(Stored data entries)
········

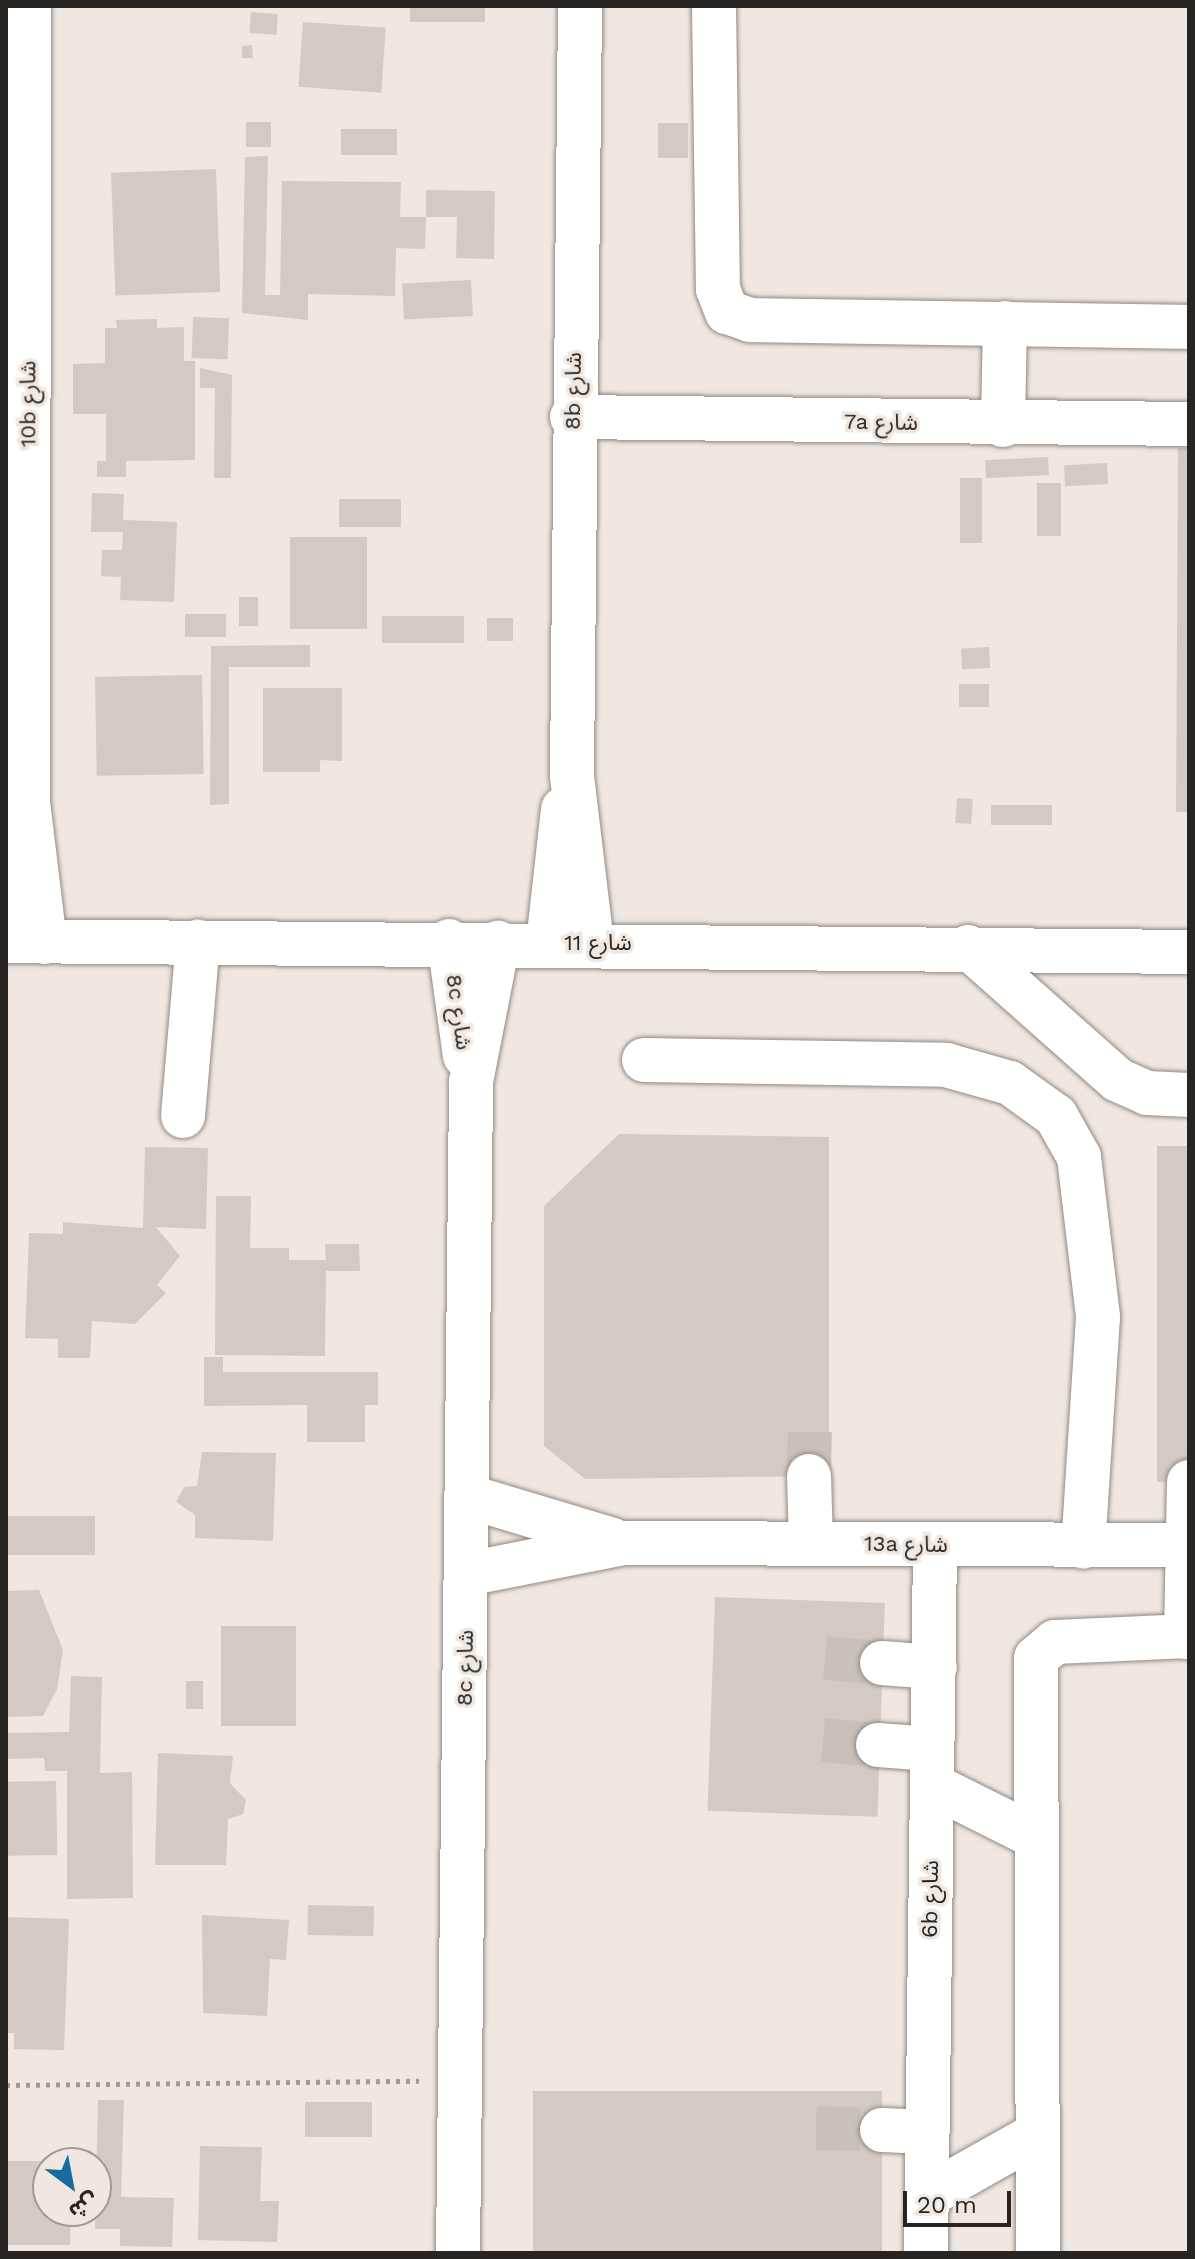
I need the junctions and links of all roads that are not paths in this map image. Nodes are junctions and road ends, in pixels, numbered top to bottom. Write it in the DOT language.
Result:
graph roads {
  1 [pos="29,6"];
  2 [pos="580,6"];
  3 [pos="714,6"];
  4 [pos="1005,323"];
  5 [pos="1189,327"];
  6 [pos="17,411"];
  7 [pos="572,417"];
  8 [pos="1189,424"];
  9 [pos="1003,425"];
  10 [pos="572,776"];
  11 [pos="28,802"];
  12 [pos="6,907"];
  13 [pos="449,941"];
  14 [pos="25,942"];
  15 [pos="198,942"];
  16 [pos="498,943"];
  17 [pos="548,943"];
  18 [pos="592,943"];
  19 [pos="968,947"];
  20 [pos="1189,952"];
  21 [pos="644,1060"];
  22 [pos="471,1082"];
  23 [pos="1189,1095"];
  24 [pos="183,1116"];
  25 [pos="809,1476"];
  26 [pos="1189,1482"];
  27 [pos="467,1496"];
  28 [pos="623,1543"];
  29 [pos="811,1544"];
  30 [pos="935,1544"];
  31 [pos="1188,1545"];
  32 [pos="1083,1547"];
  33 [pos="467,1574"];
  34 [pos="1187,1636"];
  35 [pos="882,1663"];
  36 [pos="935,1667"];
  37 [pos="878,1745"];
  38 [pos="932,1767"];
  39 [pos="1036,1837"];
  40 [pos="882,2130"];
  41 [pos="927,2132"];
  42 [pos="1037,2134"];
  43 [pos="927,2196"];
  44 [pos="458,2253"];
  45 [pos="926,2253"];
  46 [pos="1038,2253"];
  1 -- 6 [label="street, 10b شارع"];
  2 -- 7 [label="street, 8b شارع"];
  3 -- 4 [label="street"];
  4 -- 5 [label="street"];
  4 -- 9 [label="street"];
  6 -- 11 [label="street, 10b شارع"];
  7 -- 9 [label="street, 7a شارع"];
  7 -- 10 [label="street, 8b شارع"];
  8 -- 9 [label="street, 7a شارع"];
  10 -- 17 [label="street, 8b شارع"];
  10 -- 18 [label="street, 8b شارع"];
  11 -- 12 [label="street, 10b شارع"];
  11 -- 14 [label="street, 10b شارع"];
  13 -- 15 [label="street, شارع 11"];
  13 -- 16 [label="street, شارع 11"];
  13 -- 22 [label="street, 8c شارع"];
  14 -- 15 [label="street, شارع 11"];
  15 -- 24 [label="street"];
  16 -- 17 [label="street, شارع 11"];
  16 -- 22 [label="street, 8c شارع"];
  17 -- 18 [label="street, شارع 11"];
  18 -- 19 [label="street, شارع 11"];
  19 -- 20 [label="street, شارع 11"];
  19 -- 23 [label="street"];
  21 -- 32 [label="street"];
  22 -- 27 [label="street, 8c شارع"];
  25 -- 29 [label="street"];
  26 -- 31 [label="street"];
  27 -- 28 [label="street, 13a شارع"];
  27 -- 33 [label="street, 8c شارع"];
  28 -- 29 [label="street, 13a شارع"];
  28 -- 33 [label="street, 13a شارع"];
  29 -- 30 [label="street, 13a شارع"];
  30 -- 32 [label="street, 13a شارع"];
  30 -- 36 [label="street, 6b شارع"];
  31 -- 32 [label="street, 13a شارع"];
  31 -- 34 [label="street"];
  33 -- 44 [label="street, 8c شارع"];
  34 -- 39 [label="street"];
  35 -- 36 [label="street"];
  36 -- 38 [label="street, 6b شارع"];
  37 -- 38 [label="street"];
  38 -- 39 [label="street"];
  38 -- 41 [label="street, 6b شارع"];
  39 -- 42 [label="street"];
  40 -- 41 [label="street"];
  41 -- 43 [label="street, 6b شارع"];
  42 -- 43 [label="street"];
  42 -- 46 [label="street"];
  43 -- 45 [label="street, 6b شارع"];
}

········

→ **Exercise aim**: Copy out every line of the data above, taking care to leave the pictures out.

→ **Written response**:
I need the junctions and links of all roads that are not paths in this map image. Nodes are junctions and road ends, in pixels, numbered top to bottom. Write it in the DOT language.
Result:
graph roads {
  1 [pos="29,6"];
  2 [pos="580,6"];
  3 [pos="714,6"];
  4 [pos="1005,323"];
  5 [pos="1189,327"];
  6 [pos="17,411"];
  7 [pos="572,417"];
  8 [pos="1189,424"];
  9 [pos="1003,425"];
  10 [pos="572,776"];
  11 [pos="28,802"];
  12 [pos="6,907"];
  13 [pos="449,941"];
  14 [pos="25,942"];
  15 [pos="198,942"];
  16 [pos="498,943"];
  17 [pos="548,943"];
  18 [pos="592,943"];
  19 [pos="968,947"];
  20 [pos="1189,952"];
  21 [pos="644,1060"];
  22 [pos="471,1082"];
  23 [pos="1189,1095"];
  24 [pos="183,1116"];
  25 [pos="809,1476"];
  26 [pos="1189,1482"];
  27 [pos="467,1496"];
  28 [pos="623,1543"];
  29 [pos="811,1544"];
  30 [pos="935,1544"];
  31 [pos="1188,1545"];
  32 [pos="1083,1547"];
  33 [pos="467,1574"];
  34 [pos="1187,1636"];
  35 [pos="882,1663"];
  36 [pos="935,1667"];
  37 [pos="878,1745"];
  38 [pos="932,1767"];
  39 [pos="1036,1837"];
  40 [pos="882,2130"];
  41 [pos="927,2132"];
  42 [pos="1037,2134"];
  43 [pos="927,2196"];
  44 [pos="458,2253"];
  45 [pos="926,2253"];
  46 [pos="1038,2253"];
  1 -- 6 [label="street, 10b شارع"];
  2 -- 7 [label="street, 8b شارع"];
  3 -- 4 [label="street"];
  4 -- 5 [label="street"];
  4 -- 9 [label="street"];
  6 -- 11 [label="street, 10b شارع"];
  7 -- 9 [label="street, 7a شارع"];
  7 -- 10 [label="street, 8b شارع"];
  8 -- 9 [label="street, 7a شارع"];
  10 -- 17 [label="street, 8b شارع"];
  10 -- 18 [label="street, 8b شارع"];
  11 -- 12 [label="street, 10b شارع"];
  11 -- 14 [label="street, 10b شارع"];
  13 -- 15 [label="street, شارع 11"];
  13 -- 16 [label="street, شارع 11"];
  13 -- 22 [label="street, 8c شارع"];
  14 -- 15 [label="street, شارع 11"];
  15 -- 24 [label="street"];
  16 -- 17 [label="street, شارع 11"];
  16 -- 22 [label="street, 8c شارع"];
  17 -- 18 [label="street, شارع 11"];
  18 -- 19 [label="street, شارع 11"];
  19 -- 20 [label="street, شارع 11"];
  19 -- 23 [label="street"];
  21 -- 32 [label="street"];
  22 -- 27 [label="street, 8c شارع"];
  25 -- 29 [label="street"];
  26 -- 31 [label="street"];
  27 -- 28 [label="street, 13a شارع"];
  27 -- 33 [label="street, 8c شارع"];
  28 -- 29 [label="street, 13a شارع"];
  28 -- 33 [label="street, 13a شارع"];
  29 -- 30 [label="street, 13a شارع"];
  30 -- 32 [label="street, 13a شارع"];
  30 -- 36 [label="street, 6b شارع"];
  31 -- 32 [label="street, 13a شارع"];
  31 -- 34 [label="street"];
  33 -- 44 [label="street, 8c شارع"];
  34 -- 39 [label="street"];
  35 -- 36 [label="street"];
  36 -- 38 [label="street, 6b شارع"];
  37 -- 38 [label="street"];
  38 -- 39 [label="street"];
  38 -- 41 [label="street, 6b شارع"];
  39 -- 42 [label="street"];
  40 -- 41 [label="street"];
  41 -- 43 [label="street, 6b شارع"];
  42 -- 43 [label="street"];
  42 -- 46 [label="street"];
  43 -- 45 [label="street, 6b شارع"];
}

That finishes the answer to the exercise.